Quando você diz “E aí, Siri”, a última coisa que espera é que um estranho esteja do outro lado da linha ouvindo cada palavra. Pois é justamente esse cenário que a Apple volta a enfrentar na França. A promotoria especializada em cibercrime abriu um novo inquérito para apurar se a empresa guardou — e deixou terceiros ouvirem — gravações de voz de usuários sem autorização clara.
Para quem cria conteúdo, administra sites ou depende de anúncios online, o caso levanta um alerta maior que a própria polêmica: até que ponto nossos dados de voz podem ser usados para treinar inteligência artificial sem comprometer a privacidade? E, principalmente, o que isso muda na relação entre grandes plataformas e quem vive de tráfego, dados e publicidade digital?
Por que a Apple voltou ao banco dos réus na França
O novo processo foi aberto após denúncia de uma entidade de direitos humanos baseada no depoimento de Thomas le Bonniec, ex-terceirizado da Apple na Irlanda. Ele afirma ter escutado milhares de interações da Siri desde 2014, muitas contendo dados sensíveis e momentos íntimos de usuários.
• O caso original estourou em 2019, quando reportagem do The Guardian revelou que funcionários terceirizados ouviam áudios para “refinar as respostas” da assistente.
• Na época, a Apple prometeu transparência, passou a exigir opt-in do usuário e chegou a interromper temporariamente o programa de revisão de áudios.
• Mesmo assim, a promotoria francesa quer saber: quantas gravações foram feitas desde 2014? Onde e por quanto tempo ficaram armazenadas? Quantas pessoas foram afetadas?
O que dizem os investigadores e quais perguntas permanecem
A Seção de Crimes Cibernéticos do Ministério Público de Paris mira possíveis violações às leis europeias de proteção de dados (GDPR). Os promotores querem detalhes sobre:
• Volume de áudios revistos por humanos;
• Critérios de anonimização — se realmente existiram;
• Duração do armazenamento, que a Apple admite poder chegar a dois anos;
• Finalidade: treinamento de IA versus criação de perfis de marketing.
Apesar de a investigação só ter deslanchado agora, o depoimento de Bonniec foi entregue às autoridades francesas em 2020. O intervalo de cinco anos entre denúncia e processo formal gera especulação sobre novas evidências ou pressões regulatórias mais rígidas na União Europeia.
A resposta oficial da Apple
• A empresa nega qualquer irregularidade e afirma que “jamais usou gravações da Siri para publicidade, perfis de marketing ou venda a terceiros”.
• Reforça que, desde 2020, gravações só são revisadas por humanos com consentimento expresso do usuário.

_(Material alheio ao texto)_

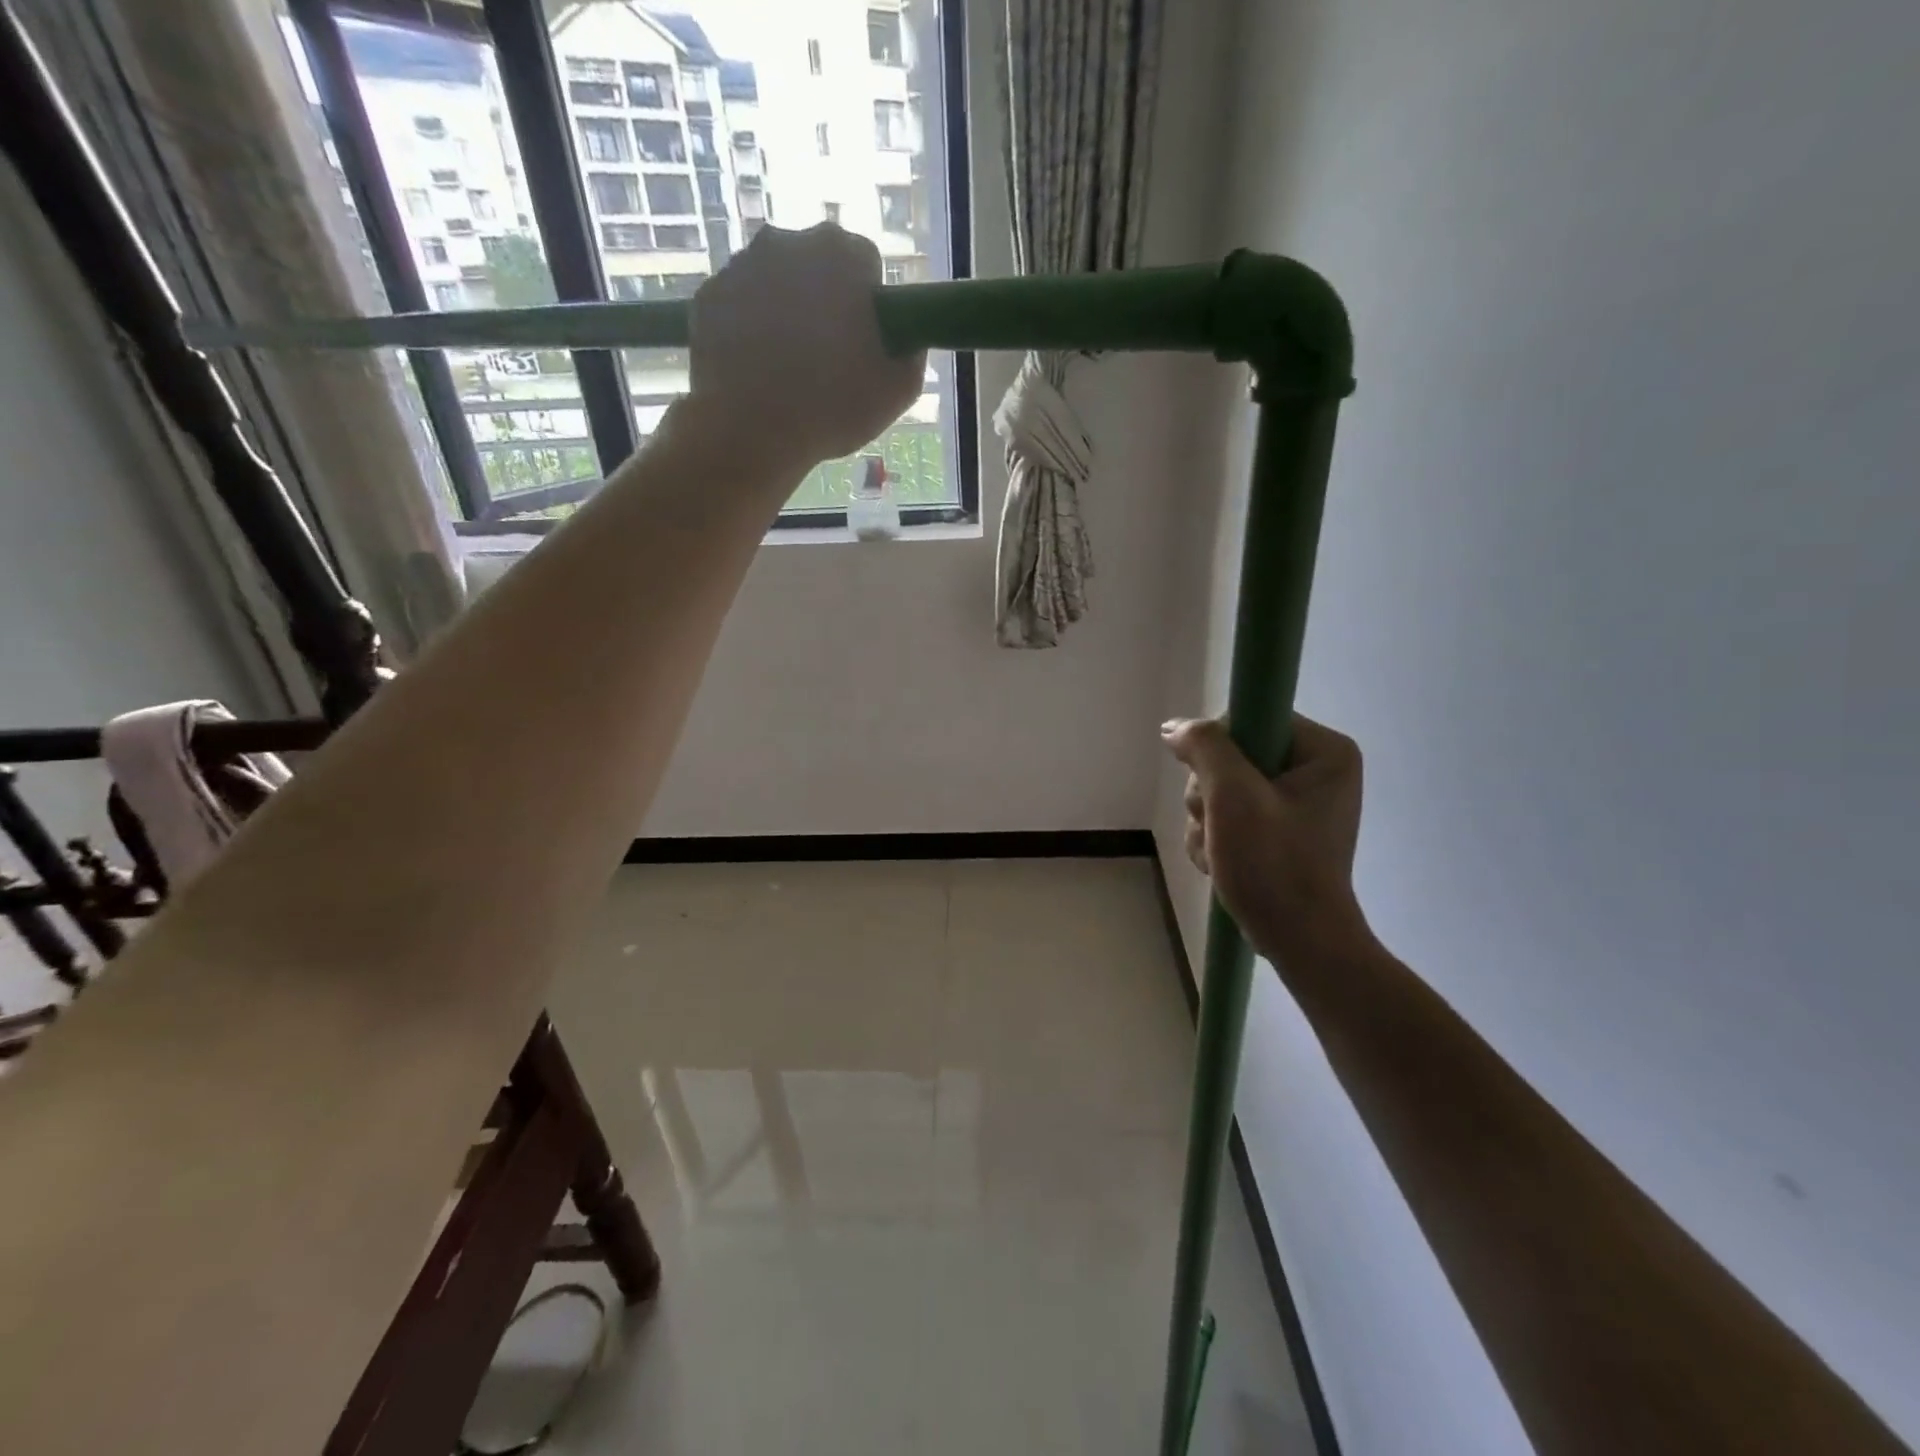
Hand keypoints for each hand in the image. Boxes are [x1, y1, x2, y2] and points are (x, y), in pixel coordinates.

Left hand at [688, 223, 926, 476]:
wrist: (751, 432)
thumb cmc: (834, 407)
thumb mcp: (899, 388)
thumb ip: (910, 350)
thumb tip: (905, 338)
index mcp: (841, 255)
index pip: (865, 264)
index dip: (868, 305)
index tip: (864, 343)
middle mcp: (787, 242)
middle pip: (816, 265)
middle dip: (824, 299)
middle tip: (827, 356)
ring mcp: (740, 266)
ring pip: (775, 281)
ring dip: (786, 311)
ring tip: (789, 367)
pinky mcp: (707, 296)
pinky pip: (739, 305)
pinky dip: (749, 327)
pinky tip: (757, 369)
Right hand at [1162, 714, 1373, 963]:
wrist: (1299, 942)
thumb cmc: (1274, 866)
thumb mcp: (1233, 797)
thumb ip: (1204, 747)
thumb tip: (1174, 727)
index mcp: (1324, 751)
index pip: (1247, 719)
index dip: (1216, 751)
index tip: (1214, 788)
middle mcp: (1316, 769)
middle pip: (1230, 756)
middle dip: (1209, 795)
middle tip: (1219, 827)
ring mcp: (1297, 801)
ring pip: (1221, 787)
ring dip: (1206, 821)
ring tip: (1220, 853)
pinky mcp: (1279, 829)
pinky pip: (1228, 814)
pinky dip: (1215, 837)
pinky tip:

• Nos EUA, a Apple pagou US$ 95 milhões (dez/2024) para encerrar ação coletiva, sem admitir culpa.
Imagem: Internet
Privacidade versus Treinamento de IA: o dilema que vai além da Siri
O ponto central não é apenas se a Apple ouviu ou não seus usuários, mas como grandes empresas conciliam a sede por dados — combustível da IA — com regulações e confiança do público.
1. Efeito dominó regulatório: Se a promotoria francesa concluir que houve violação do GDPR, outras autoridades europeias podem seguir o exemplo. Multas podem chegar a 4% do faturamento global, algo que nenhuma big tech ignora.
2. Sinal para o mercado de voz: Amazon, Google e Samsung também usam revisão humana em assistentes virtuais. Um precedente contra a Apple pressionaria todo o setor a investir mais em técnicas de edge processing (processamento local) e menos em armazenamento centralizado de áudios.
3. Impacto em desenvolvedores e criadores: WordPress, apps de podcast e projetos que integram comandos de voz devem revisar suas políticas de obtenção de consentimento. Falhas podem afastar anunciantes que temem ser associados a práticas de coleta invasiva.
4. IA generativa em xeque: Modelos de linguagem dependem de dados reais para aprender nuances de fala. Se a coleta ficar mais limitada, veremos avanços mais lentos ou custos mais altos, o que pode refletir em preços de APIs e serviços que muitos sites utilizam.
No fim das contas, o embate na França mostra que a era da “captura indiscriminada de dados” está chegando ao limite regulatório. Quem vive de tecnologia — seja codando plugins, monetizando blogs ou desenhando estratégias de mídia — precisa acompanhar cada capítulo: as regras de privacidade que nascem hoje moldarão as oportunidades (e restrições) de amanhã.